EXERCISE DETAILS: Which lines of the data contain the string "graph"? Copy every one of them.

RECORDS SHOWN:
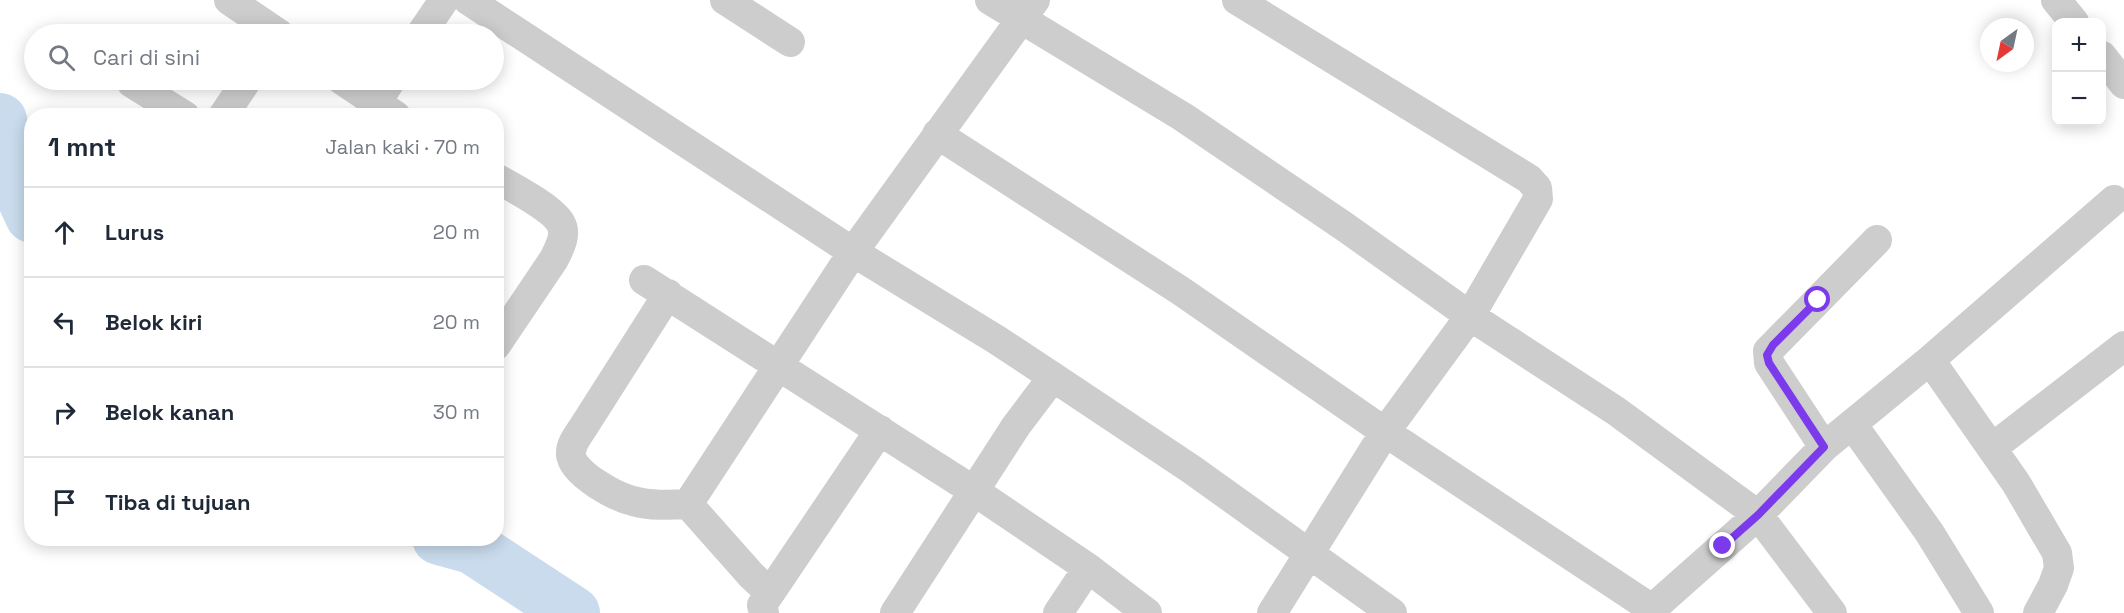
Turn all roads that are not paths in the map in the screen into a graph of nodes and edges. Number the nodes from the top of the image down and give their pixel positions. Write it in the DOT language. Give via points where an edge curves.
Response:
graph roads {
  1 [pos="229,0"];
  2 [pos="444,0"];
  3 [pos="468,0"];
  4 [pos="725,0"];
  5 [pos="990,0"];
  6 [pos="1237,0"];
  7 [pos="2056,0"];
  8 [pos="1028,10"];
  9 [pos="2071,18"];
  10 [pos="264,24"];
  11 [pos="428,24"];
  12 [pos="790,42"];
  13 [pos="2106,61"];
  14 [pos="2124,84"];
  15 [pos="143,90"];
  16 [pos="240,90"];
  17 [pos="360,90"];
  18 [pos="383,103"];
  19 [pos="172,108"];
  20 [pos="228,108"];
  21 [pos="937,134"];
  22 [pos="504,183"];
  23 [pos="2115,200"];
  24 [pos="1877,240"];
  25 [pos="853,252"];
  26 [pos="1470,316"];
  27 [pos="504,333"];
  28 [pos="2124,346"];
  29 [pos="1930,360"];
  30 [pos="780,365"];
  31 [pos="1053,377"];
  32 [pos="1852,424"];
  33 [pos="880,430"];
  34 [pos="1385,432"];
  35 [pos="1824,447"];
  36 [pos="1992,448"];
  37 [pos="974,491"];
  38 [pos="688,504"];
  39 [pos="1758,515"];
  40 [pos="1308,554"];
  41 [pos="1088,568"];
  42 [pos="767,603"];
  43 [pos="1653,611"];
  44 [pos="895,613"];
  45 [pos="1058,613"];
  46 [pos="1147,613"];
  47 [pos="1272,613"];
  48 [pos="1392,613"];
  49 [pos="1832,613"];
  50 [pos="1979,613"];
  51 [pos="2038,613"];
  1 -- 10 [label="street"];
  2 -- 11 [label="street"];
  3 -- 25 [label="street"];
  4 -- 12 [label="street"];
  5 -- 8 [label="street"];
  6 -- 26 [label="street" via="1520,173 1537,188 1538,199"];
  7 -- 9 [label="street"];
  8 -- 21 [label="street"];
  8 -- 26 [label="street"];
  13 -- 14 [label="street"];
  15 -- 19 [label="street"];
  16 -- 20 [label="street"];
  17 -- 18 [label="street"];
  21 -- 25 [label="street"];
  21 -- 34 [label="street" via="1181,291"];
  22 -- 27 [label="street" via="553,214 562,225 563,234 554,259"];
  23 -- 29 [label="street"];
  24 -- 35 [label="street" via="1768,351 1769,363"];
  25 -- 30 [label="street"];
  25 -- 31 [label="street"];
  26 -- 34 [label="street"];
  26 -- 39 [label="street" via="1616,411"];
  28 -- 36 [label="street"];
  29 -- 32 [label="street"];
  29 -- 36 [label="street"];
  30 -- 33 [label="street"];
  30 -- 38 [label="street"];
  30 -- 38 [label="street" via="656,287 572,446 571,455 578,469 596,483 632,501"];
  31 -- 37 [label="street"];
  31 -- 40 [label="street"];
  32 -- 35 [label="street"];
  32 -- 50 [label="street" via="1929,532"];
  33 -- 37 [label="street"];
  33 -- 42 [label="street"];
  34 -- 40 [label="street"];
  34 -- 43 [label="street"];
  35 -- 39 [label="street"];
  36 -- 51 [label="street" via="2057,553 2059,568"];
  37 -- 41 [label="street"];
  37 -- 44 [label="street"];
  38 -- 42 [label="street" via="751,575"];
  39 -- 43 [label="street"];
  39 -- 49 [label="street"];
  40 -- 47 [label="street"];
  40 -- 48 [label="street"];
  41 -- 45 [label="street"];
  41 -- 46 [label="street"];
}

OUTPUT BELOW:
Turn all roads that are not paths in the map in the screen into a graph of nodes and edges. Number the nodes from the top of the image down and give their pixel positions. Write it in the DOT language. Give via points where an edge curves.
graph roads {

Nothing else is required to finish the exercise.